Content starts

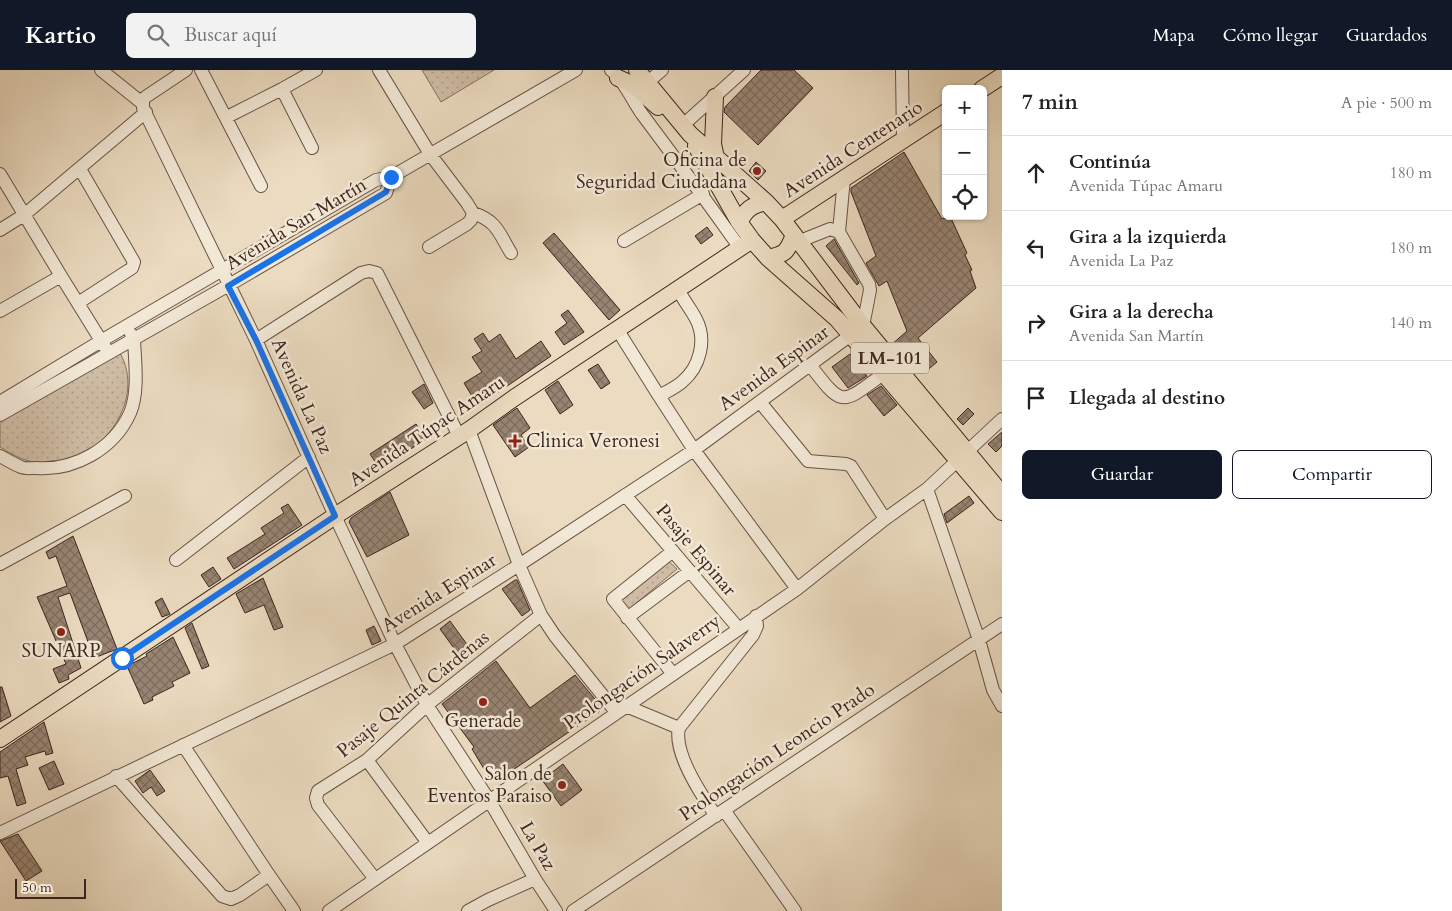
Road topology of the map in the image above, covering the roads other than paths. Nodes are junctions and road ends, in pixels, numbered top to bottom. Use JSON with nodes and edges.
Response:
{"nodes":[{"id":1,"x":101,"y":70,"type":"edge"},
{"id":2,"x":186,"y":70,"type":"edge"},
{"id":3,"x":202,"y":70,"type":"edge"},
{"id":4,"x":316,"y":70,"type":"edge"},
{"id":5,"x":379,"y":70,"type":"edge"},
{"id":6,"x":576,"y":70,"type":"edge"},
{"id":7,"x":662,"y":70,"type":"edge"},
{"id":8,"x":744,"y":70,"type":"edge"},
{"id":9,"x":902,"y":70,"type":"edge"},
{"id":10,"x":614,"y":74,"type":"edge"},
{"id":11,"x":643,"y":76,"type":"edge"},
{"id":12,"x":1002,"y":76,"type":"edge"},
{"id":13,"x":987,"y":86,"type":"edge"},
{"id":14,"x":282,"y":90,"type":"junction"},
{"id":15,"x":715,"y":96,"type":"junction"},
{"id":16,"x":144,"y":108,"type":"junction"},
{"id":17,"x":942,"y":115,"type":"edge"},
{"id":18,"x":227,"y":117,"type":"junction"},
{"id":19,"x":684,"y":127,"type":"junction"},
{"id":20,"x":903,"y":140,"type":"junction"},
{"id":21,"x":312,"y":148,"type":"dead end"},
{"id":22,"x":430,"y":154,"type":"junction"},
{"id":23,"x":716,"y":158,"type":"junction"},
{"id":24,"x":80,"y":169,"type":"junction"},
{"id":25,"x":0,"y":174,"type":"edge"},
{"id":26,"x":391,"y":177,"type":"junction"},
{"id":27,"x":844,"y":178,"type":"junction"},
{"id":28,"x":261,"y":186,"type":"dead end"},
{"id":29,"x":703,"y":194,"type":"junction"},
{"id":30,"x":766,"y":202,"type":"junction"},
{"id":31,"x":473,"y":213,"type":"junction"},
{"id":32,"x":24,"y":215,"type":"junction"},
{"id":33,"x":782,"y":219,"type":"junction"},
{"id":34,"x":739,"y":222,"type":"junction"},
{"id":35,"x":0,"y":230,"type":"edge"},
{"id":36,"x":839,"y":232,"type":"junction"},
{"id":37,"x":797,"y":238,"type":"junction"},
{"id":38,"x":624,"y":241,"type":"dead end"},
{"id":39,"x":746,"y":244,"type":"junction"},
{"id":40,"x":429,"y":247,"type":"dead end"},
{"id":41,"x":511,"y":253,"type":"dead end"},
{"id":42,"x":768,"y":258,"type":"junction"},
{"id":43,"x":221,"y":270,"type":"junction"},
{"id":44,"x":60,"y":276,"type":"junction"},
{"id":45,"x":228,"y":286,"type":"junction"},
{"id":46,"x":678,"y":289,"type":"junction"},
{"id":47,"x":78,"y":303,"type":"junction"},
{"id":48,"x":0,"y":311,"type":"edge"},
{"id":49,"x":127,"y":327,"type":"junction"},
{"id":50,"x":617,"y":329,"type":"junction"},
{"id":51,"x":857,"y":330,"type":"junction"},
{"id":52,"x":134,"y":340,"type":"junction"},
{"id":53,"x":256,"y":340,"type":"junction"},
{"id":54,"x":101,"y":341,"type":"junction"},
{"id":55,"x":109,"y":353,"type":"junction"},
{"id":56,"x":810,"y":365,"type":"junction"},
{"id":57,"x":883,"y":374,"type":"junction"},
{"id":58,"x":658,"y":396,"type":"junction"},
{"id":59,"x":0,"y":402,"type":"edge"},
{"id":60,"x":760,"y":402,"type":"junction"},
{"id":61,"x":0,"y":415,"type":"edge"},
{"id":62,"x":1002,"y":419,"type":"edge"},
{"id":63,"x":464,"y":433,"type":"junction"},
{"id":64,"x":694,"y":450,"type":"junction"},
{"id":65,"x":0,"y":456,"type":"edge"},
{"id":66,"x":962,"y":456,"type":"junction"},
{"id":67,"x":309,"y":457,"type":"junction"},
{"id":68,"x":927,"y":489,"type":"junction"},
{"id":69,"x":1002,"y":494,"type":"edge"},
{"id":70,"x":625,"y":495,"type":"junction"},
{"id":71,"x":125,"y":496,"type":"dead end"},
{"id":72,"x":1002,"y":512,"type":"edge"},
{"id":73,"x":335,"y":516,"type":"junction"},
{"id":74,"x":885,"y":520,"type":"junction"},
{"id":75,"x":673,"y":551,"type":"junction"},
{"id":76,"x":176,"y":560,"type":"dead end"},
{"id":77,"x":0,"y":564,"type":"edge"},
{"id":78,"x":519,"y":565,"type":"junction"},
{"id":79,"x":690,"y":571,"type":"junction"},
{"id":80,"x":797,"y":589,"type":"junction"},
{"id":81,"x":541,"y":615,"type":"junction"},
{"id":82,"x":756,"y":616,"type":"junction"},
{"id":83,"x":627,"y":618,"type":"junction"},
{"id":84,"x":1002,"y":624,"type":"edge"},
{"id":85,"x":739,"y":628,"type":"junction"},
{"id":86,"x":1002,"y":634,"type":"edge"},
{"id":87,"x":395,"y":644,"type":"junction"},
{"id":88,"x":980,"y":644,"type":"junction"},
{"id":89,"x":673,"y":674,"type":"junction"},
{"id":90,"x":427,"y":706,"type":"junction"},
{"id":91,"x":1002,"y":706,"type":"edge"},
{"id":92,"x":621,"y":709,"type":"junction"},
{"id":93,"x":679,"y":728,"type":"junction"},
{"id":94,"x":0,"y":739,"type":"edge"},
{"id":95,"x":183,"y":745,"type":"junction"},
{"id":96,"x":367,"y":760,"type":"junction"},
{"id":97,"x":116,"y":776,"type":"junction"},
{"id":98,"x":489,"y":800,"type":"junction"},
{"id":99,"x":723,"y":814,"type":"junction"},
{"id":100,"x":0,"y":833,"type":"edge"},
{"id":101,"x":428,"y":843,"type":"junction"},
{"id":102,"x":269,"y":875,"type":"junction"},
{"id":103,"x":375,"y":879,"type":"junction"},
{"id":104,"x":535,"y":879,"type":"junction"},
{"id":105,"x":294,"y":911,"type":"edge"},
{"id":106,"x":330,"y":911,"type":"edge"},
{"id":107,"x":468,"y":911,"type":"edge"},
{"id":108,"x":556,"y":911,"type":"edge"},
{"id":109,"x":573,"y":911,"type":"edge"},
{"id":110,"x":587,"y":911,"type":"edge"},
{"id":111,"x":795,"y":911,"type":"edge"}],
"edges":[{"from":1,"to":16,"type":"street"},
{"from":2,"to":16,"type":"street"},
{"from":3,"to":18,"type":"street"},
{"from":4,"to":14,"type":"street"},
{"from":5,"to":22,"type":"street"},
{"from":6,"to":22,"type":"street"},
{"from":7,"to":11,"type":"street"},
{"from":8,"to":15,"type":"street"},
{"from":9,"to":20,"type":"street"},
{"from":10,"to":19,"type":"main road"},
{"from":10,"to":29,"type":"street"},
{"from":11,"to":19,"type":"main road","number":"LM-101"},
{"from":12,"to":13,"type":"main road"},
{"from":14,"to":18,"type":"street"},
{"from":14,"to":21,"type":"street"},
{"from":15,"to":19,"type":"street"},
{"from":15,"to":23,"type":"main road"},
{"from":16,"to":24,"type":"street"},
{"from":16,"to":43,"type":"street","name":"Avenida La Paz"},
{"from":17,"to":20,"type":"main road","name":"Avenida Centenario"},
{"from":18,"to":28,"type":"street"},
{"from":19,"to":23,"type":"main road","number":"LM-101"},
{"from":19,"to":34,"type":"main road","number":"LM-101"},
{"from":20,"to":27,"type":"main road","name":"Avenida Centenario"},
{"from":22,"to":26,"type":"street"},
{"from":22,"to":31,"type":"street"},
{"from":23,"to":30,"type":"main road","number":"LM-101"},
{"from":24,"to":32,"type":"street"},
{"from":24,"to":47,"type":"street"},
{"from":25,"to":32,"type":"street"},
{"from":26,"to":43,"type":"street","name":"Avenida San Martín"},
{"from":26,"to":45,"type":"street","name":"Avenida San Martín"},
{"from":27,"to":33,"type":"main road","name":"Avenida Centenario"},
{"from":27,"to":36,"type":"street"},
{"from":29,"to":38,"type":"street"},
{"from":29,"to":39,"type":"street"},
{"from":30,"to":33,"type":"main road","number":"LM-101"},
{"from":30,"to":34,"type":"main road"},
{"from":31,"to":40,"type":"street"},
{"from":31,"to":41,"type":"street"},
{"from":32,"to":35,"type":"street"},
{"from":32,"to":44,"type":"street"},
{"from":33,"to":37,"type":"main road","number":"LM-101"},
{"from":34,"to":39,"type":"main road","number":"LM-101"},
{"from":36,"to":37,"type":"street"},
{"from":36,"to":51,"type":"street"},
{"from":37,"to":42,"type":"main road"},
{"from":37,"to":51,"type":"main road","number":"LM-101"},
{"from":39,"to":42,"type":"main road","number":"LM-101"},
{"from":39,"to":46,"type":"main road","name":"Avenida Túpac Amaru"},
{"from":42,"to":51,"type":"main road","number":"LM-101"},
{"from":43,"to":45,"type":"street","name":"Avenida La Paz"},
{"from":43,"to":49,"type":"street","name":"Avenida San Martín"},
{"from":44,"to":47,"type":"street"},
{"from":44,"to":48,"type":"street"},
{"from":45,"to":52,"type":"street","name":"Avenida San Martín"},
{"from":45,"to":53,"type":"street","name":"Avenida La Paz"},
{"from":46,"to":50,"type":"main road","name":"Avenida Túpac Amaru"},
{"from":46,"to":58,"type":"street"},
{"from":47,"to":54,"type":"street"},
{"from":49,"to":52,"type":"street"},
{"from":49,"to":54,"type":"street","name":"Avenida San Martín"},
{"from":50,"to":58,"type":"street"},
{"from":50,"to":63,"type":"main road","name":"Avenida Túpac Amaru"},
{"from":51,"to":56,"type":"street","name":"Avenida Espinar"},
{"from":51,"to":57,"type":"main road","number":"LM-101"},
{"from":51,"to":66,"type":"main road","number":"LM-101"},
{"from":52,"to":55,"type":"street","name":"Avenida San Martín"},
{"from":52,"to":65,"type":"street"},
{"from":53,"to":63,"type":"street"},
{"from":53,"to":67,"type":"street","name":"Avenida La Paz"},
{"from":54,"to":55,"type":"street"},
{"from":54,"to":59,"type":"street","name":"Avenida San Martín"},
{"from":55,"to":61,"type":"street","name":"Avenida San Martín"},
{"from":56,"to":57,"type":"street"},
{"from":56,"to":60,"type":"street","name":"Avenida Espinar"},
{"from":57,"to":66,"type":"main road","number":"LM-101"},
{"from":58,"to":64,"type":"street"},
{"from":60,"to":64,"type":"street","name":"Avenida Espinar"},
{"from":60,"to":74,"type":"street"},
{"from":62,"to":66,"type":"street","name":"Prolongación Salaverry"},
{"from":63,"to":73,"type":"main road","name":"Avenida Túpac Amaru"},
{"from":63,"to":78,"type":"street"},
{"from":64,"to":70,"type":"street","name":"Avenida Espinar"},
{"from":64,"to":80,"type":"street"},
{"from":66,"to":68,"type":"street","name":"Prolongación Salaverry"},
{"from":66,"to":69,"type":"main road","number":"LM-101"},
{"from":66,"to":72,"type":"main road","number":"LM-101"},
{"from":67,"to":73,"type":"street","name":"Avenida La Paz"},
{"from":67,"to":76,"type":"street"},
{"from":68,"to":74,"type":"street","name":"Prolongación Salaverry"},
{"from":68,"to":88,"type":"street"},
{"from":70,"to":75,"type":"street","name":"Pasaje Espinar"},
{"from":70,"to":78,"type":"street","name":"Avenida Espinar"},
{"from":71,"to":77,"type":"street"},
{"from":73,"to":87,"type":"street","name":"Avenida La Paz"},
{"from":73,"to":94,"type":"main road","name":"Avenida Túpac Amaru"},
{"from":74,"to":80,"type":"street","name":"Prolongación Salaverry"},
{"from":75,"to":79,"type":"street","name":"Pasaje Espinar"},
{"from":75,"to":83,"type":"street"},
{"from":78,"to":81,"type":"street"},
{"from":78,"to":87,"type":"street","name":"Avenida Espinar"},
{"from":79,"to":83,"type":"street"},
{"from":79,"to":85,"type":"street","name":"Pasaje Espinar"},
{"from":80,"to":82,"type":"street","name":"Prolongación Salaverry"},
{"from":81,"to":90,"type":"street","name":"Pasaje Quinta Cárdenas"},
{"from":81,"to":92,"type":"street"},
{"from":82,"to":85,"type":"street","name":"Prolongación Salaverry"},
{"from":82,"to":93,"type":"street"},
{"from":83,"to":89,"type":"street"},
{"from":84,"to":88,"type":"street","name":"Prolongación Leoncio Prado"},
{"from":85,"to":89,"type":"street","name":"Prolongación Salaverry"},
{"from":86,"to":88,"type":"street","name":"Prolongación Leoncio Prado"},
{"from":87,"to":90,"type":"street","name":"Avenida La Paz"},
{"from":87,"to":95,"type":"street","name":"Avenida Espinar"},
{"from":88,"to":91,"type":"street"},
{"from":88,"to":99,"type":"street","name":"Prolongación Leoncio Prado"},
{"from":89,"to":92,"type":"street","name":"Prolongación Salaverry"},
{"from":90,"to":96,"type":"street","name":"Pasaje Quinta Cárdenas"},
{"from":90,"to":98,"type":"street","name":"Avenida La Paz"},
{"from":92,"to":93,"type":"street"},
{"from":92,"to":98,"type":"street","name":"Prolongación Salaverry"},
{"from":93,"to":99,"type":"street"},
{"from":95,"to":97,"type":"street","name":"Avenida Espinar"},
{"from":95,"to":102,"type":"street"},
{"from":96,"to":101,"type":"street"},
{"from":96,"to":103,"type":"street","name":"Pasaje Quinta Cárdenas"},
{"from":97,"to":100,"type":"street","name":"Avenida Espinar"},
{"from":97,"to":102,"type":"street"},
{"from":98,"to":101,"type":"street","name":"Prolongación Salaverry"},
{"from":98,"to":104,"type":"street","name":"La Paz"},
{"from":99,"to":109,"type":"street","name":"Prolongación Leoncio Prado"},
{"from":99,"to":110,"type":"street","name":"Prolongación Leoncio Prado"},
{"from":99,"to":111,"type":"street"},
{"from":101,"to":103,"type":"street","name":"Prolongación Salaverry"},
{"from":102,"to":105,"type":"street"},
{"from":103,"to":106,"type":"street","name":"Prolongación Salaverry"},
{"from":104,"to":107,"type":"street"},
{"from":104,"to":108,"type":"street","name":"La Paz"}]}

Content ends

# Task details:
Look through the records and gather each line with the word "dead".

# Output for this task:
{"id":21,"x":312,"y":148,"type":"dead end"},
{"id":28,"x":261,"y":186,"type":"dead end"},
{"id":38,"x":624,"y":241,"type":"dead end"},
{"id":40,"x":429,"y":247,"type":"dead end"},
{"id":41,"x":511,"y":253,"type":"dead end"},
{"id":71,"x":125,"y":496,"type":"dead end"},
{"id":76,"x":176,"y":560,"type":"dead end"},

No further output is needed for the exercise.